Meeting during the recent CCA Winter Conference, the Part-time Issues Committee made it clear it will move ahead to make sure adjunct faculty has access to decent and affordable health care coverage.
Benefits fund hasn’t grown
Although a $1 million fund was established 10 years ago to help subsidize 50 percent of health benefits costs for part-time instructors, the fund hasn’t grown in the past decade.
“While the state legislature demonstrated its intent to assist contingent faculty when passing the Part-Time Community College Faculty Health Insurance Program, the result has not been significant,” said CCA Part-time Faculty Director Pamela Hanford, who teaches English at Shasta College.
She noted that since the fund was established, it has not been augmented, and the districts that participate may only receive 17 percent reimbursement instead of the promised 50 percent.

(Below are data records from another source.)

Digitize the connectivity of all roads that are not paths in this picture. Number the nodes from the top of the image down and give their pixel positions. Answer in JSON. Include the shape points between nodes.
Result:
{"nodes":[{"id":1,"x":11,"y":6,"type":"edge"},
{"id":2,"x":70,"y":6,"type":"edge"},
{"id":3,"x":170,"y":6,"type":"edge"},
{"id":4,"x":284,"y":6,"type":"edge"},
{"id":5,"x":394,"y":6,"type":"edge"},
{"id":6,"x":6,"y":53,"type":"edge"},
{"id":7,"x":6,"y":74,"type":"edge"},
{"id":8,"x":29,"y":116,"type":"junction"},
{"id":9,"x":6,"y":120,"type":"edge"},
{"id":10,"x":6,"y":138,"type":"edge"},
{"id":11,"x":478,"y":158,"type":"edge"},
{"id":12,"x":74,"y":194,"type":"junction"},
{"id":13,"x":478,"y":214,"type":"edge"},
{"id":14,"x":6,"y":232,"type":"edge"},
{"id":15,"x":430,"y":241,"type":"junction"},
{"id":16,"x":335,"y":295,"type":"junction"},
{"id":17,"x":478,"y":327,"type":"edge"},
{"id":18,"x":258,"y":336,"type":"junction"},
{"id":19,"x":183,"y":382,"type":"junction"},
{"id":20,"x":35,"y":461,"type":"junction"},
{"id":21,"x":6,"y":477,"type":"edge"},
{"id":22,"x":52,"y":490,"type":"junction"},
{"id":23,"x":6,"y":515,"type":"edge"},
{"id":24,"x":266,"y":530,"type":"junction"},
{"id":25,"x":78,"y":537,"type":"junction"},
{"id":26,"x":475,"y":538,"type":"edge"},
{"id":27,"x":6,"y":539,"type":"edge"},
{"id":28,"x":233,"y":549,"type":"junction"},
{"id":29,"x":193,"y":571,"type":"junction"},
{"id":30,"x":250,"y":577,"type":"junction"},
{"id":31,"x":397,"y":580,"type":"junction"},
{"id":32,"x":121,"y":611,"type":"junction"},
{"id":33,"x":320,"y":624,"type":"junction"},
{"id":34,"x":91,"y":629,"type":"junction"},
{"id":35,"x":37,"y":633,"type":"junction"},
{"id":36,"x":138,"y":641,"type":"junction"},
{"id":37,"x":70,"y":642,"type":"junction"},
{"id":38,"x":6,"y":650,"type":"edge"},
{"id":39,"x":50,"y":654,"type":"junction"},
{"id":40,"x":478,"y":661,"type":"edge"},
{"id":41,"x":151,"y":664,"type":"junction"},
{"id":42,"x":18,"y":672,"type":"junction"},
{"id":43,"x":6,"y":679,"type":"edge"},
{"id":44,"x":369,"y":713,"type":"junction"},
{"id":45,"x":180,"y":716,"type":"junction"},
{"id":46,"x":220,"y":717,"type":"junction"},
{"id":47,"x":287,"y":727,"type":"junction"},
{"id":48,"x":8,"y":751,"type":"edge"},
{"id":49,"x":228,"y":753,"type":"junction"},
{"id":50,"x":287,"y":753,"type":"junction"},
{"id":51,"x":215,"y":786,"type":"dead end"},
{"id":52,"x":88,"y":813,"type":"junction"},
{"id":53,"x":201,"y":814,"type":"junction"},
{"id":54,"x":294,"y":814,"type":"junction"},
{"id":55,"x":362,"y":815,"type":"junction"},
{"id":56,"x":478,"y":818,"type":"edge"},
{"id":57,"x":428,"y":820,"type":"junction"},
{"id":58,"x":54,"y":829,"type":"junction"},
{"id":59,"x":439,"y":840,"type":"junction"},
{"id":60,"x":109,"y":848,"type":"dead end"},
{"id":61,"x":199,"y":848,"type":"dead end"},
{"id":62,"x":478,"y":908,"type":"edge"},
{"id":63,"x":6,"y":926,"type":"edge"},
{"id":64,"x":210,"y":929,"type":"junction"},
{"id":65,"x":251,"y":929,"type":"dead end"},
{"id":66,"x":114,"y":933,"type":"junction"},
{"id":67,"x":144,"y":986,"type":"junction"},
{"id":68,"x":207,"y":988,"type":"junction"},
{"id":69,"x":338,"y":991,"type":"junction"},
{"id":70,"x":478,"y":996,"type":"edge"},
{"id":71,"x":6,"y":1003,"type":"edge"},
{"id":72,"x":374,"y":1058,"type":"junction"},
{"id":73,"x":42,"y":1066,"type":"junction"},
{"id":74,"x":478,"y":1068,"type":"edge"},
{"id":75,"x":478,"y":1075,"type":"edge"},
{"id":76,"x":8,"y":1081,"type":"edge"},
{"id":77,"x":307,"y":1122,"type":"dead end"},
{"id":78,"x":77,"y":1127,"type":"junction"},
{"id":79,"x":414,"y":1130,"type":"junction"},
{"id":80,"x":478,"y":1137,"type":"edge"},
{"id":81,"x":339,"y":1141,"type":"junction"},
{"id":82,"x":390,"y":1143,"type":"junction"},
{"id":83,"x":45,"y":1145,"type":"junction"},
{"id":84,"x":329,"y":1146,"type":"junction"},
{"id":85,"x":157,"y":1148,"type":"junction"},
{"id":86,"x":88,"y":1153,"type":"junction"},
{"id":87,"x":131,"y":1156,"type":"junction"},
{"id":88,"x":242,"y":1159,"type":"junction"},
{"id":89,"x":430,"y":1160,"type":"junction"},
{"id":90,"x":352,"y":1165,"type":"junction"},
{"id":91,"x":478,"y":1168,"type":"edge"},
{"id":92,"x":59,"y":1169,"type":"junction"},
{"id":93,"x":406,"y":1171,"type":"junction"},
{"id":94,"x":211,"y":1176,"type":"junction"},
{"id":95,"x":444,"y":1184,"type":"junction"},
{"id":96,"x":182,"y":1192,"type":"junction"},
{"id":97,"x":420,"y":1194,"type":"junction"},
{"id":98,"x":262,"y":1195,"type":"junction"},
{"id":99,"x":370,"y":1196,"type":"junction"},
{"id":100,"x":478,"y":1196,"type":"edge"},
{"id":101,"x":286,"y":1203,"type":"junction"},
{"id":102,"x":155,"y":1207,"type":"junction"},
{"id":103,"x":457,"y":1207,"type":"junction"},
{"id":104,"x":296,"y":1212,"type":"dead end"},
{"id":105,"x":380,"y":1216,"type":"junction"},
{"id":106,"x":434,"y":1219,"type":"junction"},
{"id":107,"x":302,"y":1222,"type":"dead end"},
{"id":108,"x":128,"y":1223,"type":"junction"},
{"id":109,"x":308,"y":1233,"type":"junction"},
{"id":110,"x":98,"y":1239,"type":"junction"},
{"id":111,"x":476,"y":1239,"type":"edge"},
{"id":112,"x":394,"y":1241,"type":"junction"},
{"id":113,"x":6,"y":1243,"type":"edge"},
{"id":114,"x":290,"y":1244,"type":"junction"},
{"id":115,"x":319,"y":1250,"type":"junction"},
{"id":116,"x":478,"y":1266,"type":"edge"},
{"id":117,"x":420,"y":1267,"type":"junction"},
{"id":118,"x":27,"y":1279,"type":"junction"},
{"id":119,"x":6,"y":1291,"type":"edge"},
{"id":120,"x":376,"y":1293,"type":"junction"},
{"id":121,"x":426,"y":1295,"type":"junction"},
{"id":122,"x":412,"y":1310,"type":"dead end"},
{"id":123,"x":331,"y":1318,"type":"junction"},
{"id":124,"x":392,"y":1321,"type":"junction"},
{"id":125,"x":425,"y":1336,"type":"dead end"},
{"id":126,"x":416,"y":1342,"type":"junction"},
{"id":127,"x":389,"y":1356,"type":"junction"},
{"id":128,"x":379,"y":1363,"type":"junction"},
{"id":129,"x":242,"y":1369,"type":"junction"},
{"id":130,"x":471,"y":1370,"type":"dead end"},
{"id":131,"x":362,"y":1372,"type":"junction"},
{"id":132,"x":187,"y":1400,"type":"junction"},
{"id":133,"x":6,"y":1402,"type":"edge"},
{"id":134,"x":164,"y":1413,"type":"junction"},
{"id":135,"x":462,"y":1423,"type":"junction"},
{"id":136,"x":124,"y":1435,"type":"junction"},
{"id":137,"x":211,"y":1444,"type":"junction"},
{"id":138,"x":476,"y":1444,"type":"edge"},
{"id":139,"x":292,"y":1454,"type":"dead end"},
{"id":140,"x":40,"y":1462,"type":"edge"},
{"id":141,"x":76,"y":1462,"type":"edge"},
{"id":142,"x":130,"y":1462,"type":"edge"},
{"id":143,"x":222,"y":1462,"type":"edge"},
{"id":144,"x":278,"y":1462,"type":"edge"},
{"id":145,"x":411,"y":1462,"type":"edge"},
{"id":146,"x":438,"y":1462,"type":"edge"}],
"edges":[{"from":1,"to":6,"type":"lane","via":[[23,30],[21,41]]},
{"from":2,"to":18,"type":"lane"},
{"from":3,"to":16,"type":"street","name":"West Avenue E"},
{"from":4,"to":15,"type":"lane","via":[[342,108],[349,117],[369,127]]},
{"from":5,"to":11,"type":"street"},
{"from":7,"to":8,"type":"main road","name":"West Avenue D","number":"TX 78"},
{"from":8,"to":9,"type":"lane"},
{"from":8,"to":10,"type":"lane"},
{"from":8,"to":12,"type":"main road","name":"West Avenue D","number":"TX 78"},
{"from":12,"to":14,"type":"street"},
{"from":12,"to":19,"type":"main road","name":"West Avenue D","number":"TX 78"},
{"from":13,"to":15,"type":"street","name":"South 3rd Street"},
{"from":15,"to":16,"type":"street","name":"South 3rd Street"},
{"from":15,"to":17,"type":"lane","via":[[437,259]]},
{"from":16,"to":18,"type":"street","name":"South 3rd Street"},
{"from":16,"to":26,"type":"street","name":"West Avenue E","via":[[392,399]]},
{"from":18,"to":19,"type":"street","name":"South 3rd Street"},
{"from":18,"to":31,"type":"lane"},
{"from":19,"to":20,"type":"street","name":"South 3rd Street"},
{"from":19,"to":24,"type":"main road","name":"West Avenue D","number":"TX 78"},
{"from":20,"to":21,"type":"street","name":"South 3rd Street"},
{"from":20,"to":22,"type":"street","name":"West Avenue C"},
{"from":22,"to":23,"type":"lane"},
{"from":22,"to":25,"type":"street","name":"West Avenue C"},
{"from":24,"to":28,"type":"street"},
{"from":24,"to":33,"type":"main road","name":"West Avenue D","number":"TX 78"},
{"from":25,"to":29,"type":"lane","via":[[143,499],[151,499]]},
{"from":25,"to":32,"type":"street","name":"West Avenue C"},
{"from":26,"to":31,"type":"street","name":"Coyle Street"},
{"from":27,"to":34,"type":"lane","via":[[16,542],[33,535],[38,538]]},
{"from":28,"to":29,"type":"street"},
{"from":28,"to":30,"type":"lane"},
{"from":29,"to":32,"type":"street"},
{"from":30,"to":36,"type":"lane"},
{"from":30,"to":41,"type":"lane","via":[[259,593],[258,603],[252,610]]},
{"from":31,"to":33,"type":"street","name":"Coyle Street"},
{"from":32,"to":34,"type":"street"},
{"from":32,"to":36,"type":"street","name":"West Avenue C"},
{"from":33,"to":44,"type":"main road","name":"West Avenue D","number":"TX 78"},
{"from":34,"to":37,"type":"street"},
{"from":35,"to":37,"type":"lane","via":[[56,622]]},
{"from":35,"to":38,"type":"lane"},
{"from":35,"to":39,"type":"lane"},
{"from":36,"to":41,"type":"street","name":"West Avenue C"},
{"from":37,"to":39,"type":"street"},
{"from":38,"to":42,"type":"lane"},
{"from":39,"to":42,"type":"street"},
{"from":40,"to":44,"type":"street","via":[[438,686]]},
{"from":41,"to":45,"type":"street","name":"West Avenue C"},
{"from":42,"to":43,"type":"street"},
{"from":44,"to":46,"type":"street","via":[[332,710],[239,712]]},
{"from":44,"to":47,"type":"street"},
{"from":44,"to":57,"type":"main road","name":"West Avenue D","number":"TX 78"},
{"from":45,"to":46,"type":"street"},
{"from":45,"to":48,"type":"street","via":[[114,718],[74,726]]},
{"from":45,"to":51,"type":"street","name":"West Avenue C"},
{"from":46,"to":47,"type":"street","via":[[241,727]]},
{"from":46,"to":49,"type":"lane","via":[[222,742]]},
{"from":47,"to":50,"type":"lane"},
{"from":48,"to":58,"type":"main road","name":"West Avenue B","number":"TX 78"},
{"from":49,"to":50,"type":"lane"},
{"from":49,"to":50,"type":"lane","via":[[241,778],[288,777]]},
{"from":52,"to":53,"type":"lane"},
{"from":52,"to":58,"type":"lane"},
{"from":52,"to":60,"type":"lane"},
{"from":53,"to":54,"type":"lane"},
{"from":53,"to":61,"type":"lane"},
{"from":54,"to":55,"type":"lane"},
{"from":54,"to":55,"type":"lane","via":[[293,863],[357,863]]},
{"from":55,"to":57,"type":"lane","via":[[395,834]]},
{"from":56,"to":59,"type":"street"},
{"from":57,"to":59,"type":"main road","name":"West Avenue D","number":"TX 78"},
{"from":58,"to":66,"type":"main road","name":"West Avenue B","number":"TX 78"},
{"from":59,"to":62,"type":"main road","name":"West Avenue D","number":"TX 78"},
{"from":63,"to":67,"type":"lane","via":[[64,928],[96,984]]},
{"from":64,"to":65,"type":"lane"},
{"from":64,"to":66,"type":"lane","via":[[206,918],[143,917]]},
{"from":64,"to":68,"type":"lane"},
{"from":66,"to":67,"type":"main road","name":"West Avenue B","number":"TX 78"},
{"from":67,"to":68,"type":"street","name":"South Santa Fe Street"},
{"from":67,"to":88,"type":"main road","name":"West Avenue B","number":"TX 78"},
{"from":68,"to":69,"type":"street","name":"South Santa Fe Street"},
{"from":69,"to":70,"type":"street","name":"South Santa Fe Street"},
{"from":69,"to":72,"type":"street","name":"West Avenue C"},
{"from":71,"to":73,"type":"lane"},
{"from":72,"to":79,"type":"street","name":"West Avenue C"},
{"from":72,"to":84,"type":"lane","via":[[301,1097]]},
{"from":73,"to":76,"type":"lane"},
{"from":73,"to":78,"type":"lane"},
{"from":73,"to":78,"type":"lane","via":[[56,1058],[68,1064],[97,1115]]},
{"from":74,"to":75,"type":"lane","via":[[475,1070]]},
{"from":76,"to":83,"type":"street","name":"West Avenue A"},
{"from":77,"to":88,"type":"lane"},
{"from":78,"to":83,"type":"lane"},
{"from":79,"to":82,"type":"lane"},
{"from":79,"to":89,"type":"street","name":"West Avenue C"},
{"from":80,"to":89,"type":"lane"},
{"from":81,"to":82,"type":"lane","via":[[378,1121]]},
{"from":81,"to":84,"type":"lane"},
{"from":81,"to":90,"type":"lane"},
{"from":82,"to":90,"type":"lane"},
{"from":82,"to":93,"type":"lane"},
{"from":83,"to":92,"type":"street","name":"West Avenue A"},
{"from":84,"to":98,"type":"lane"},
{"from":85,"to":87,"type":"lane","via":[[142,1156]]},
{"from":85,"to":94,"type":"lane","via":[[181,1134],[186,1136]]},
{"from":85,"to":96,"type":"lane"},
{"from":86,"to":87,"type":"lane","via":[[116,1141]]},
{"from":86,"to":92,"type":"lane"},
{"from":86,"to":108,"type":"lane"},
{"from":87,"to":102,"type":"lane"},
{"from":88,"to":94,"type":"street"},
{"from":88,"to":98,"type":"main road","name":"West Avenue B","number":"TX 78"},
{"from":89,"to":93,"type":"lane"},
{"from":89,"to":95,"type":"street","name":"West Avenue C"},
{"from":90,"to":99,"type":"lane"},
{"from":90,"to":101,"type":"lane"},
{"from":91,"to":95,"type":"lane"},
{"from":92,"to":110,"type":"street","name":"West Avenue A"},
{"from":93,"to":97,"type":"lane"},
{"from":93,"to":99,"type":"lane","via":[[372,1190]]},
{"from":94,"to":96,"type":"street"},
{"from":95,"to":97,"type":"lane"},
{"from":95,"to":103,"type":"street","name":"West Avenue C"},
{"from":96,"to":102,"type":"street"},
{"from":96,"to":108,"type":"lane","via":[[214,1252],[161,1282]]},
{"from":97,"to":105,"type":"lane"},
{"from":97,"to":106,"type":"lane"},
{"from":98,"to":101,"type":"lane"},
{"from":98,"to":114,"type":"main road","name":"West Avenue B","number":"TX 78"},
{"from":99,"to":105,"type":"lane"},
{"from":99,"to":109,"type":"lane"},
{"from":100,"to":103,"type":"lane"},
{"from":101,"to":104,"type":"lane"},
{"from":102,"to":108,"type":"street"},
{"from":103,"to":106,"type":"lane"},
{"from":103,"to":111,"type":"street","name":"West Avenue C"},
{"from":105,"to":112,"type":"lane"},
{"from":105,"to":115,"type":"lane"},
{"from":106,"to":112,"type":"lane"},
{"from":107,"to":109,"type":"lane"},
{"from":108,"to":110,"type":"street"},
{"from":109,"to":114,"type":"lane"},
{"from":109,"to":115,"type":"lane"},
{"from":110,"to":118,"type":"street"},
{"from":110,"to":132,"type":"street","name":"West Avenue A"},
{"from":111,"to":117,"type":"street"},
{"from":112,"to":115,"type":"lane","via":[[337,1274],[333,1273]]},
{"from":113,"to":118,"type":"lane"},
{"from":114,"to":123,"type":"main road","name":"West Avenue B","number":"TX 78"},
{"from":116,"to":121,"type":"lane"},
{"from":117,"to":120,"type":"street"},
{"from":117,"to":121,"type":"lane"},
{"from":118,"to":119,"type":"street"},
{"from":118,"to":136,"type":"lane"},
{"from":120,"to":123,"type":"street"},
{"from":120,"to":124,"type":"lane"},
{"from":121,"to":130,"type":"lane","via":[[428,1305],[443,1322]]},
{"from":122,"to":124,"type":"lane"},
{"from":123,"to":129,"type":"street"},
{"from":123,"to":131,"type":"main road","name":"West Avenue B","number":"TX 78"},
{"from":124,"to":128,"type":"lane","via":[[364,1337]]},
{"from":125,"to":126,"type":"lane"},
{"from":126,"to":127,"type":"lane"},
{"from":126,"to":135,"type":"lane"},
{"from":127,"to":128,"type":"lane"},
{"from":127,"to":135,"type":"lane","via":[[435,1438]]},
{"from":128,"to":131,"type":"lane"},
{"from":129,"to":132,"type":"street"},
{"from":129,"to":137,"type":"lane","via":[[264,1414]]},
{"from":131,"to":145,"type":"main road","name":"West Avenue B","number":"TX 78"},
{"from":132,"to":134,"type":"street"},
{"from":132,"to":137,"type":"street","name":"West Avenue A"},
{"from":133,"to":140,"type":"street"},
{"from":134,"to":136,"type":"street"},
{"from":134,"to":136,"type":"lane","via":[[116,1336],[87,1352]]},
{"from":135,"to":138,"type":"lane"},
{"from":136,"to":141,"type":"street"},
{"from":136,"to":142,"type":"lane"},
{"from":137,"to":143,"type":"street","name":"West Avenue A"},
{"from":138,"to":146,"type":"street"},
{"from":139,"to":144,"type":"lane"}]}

“Additionally, many districts, including my own, refuse to participate in the state program at all, so many part-time faculty are forced to either exist without insurance coverage, or to pay high premiums through private plans,” she said.
Some go without
As a result, Hanford said there are contingent faculty on her campus who either go without health care, or who sometimes receive donated medical services from doctors sympathetic to their plight.
“Many go without vision or dental care, and many must come to work sick because they can’t afford to take time off work,” she said.
The Part-time Issues Committee plans to explore forming a statewide alliance of contingent faculty that could then join an existing trust, which could provide more affordable options.
“We will continue working on this problem until we have a resolution,” Hanford said.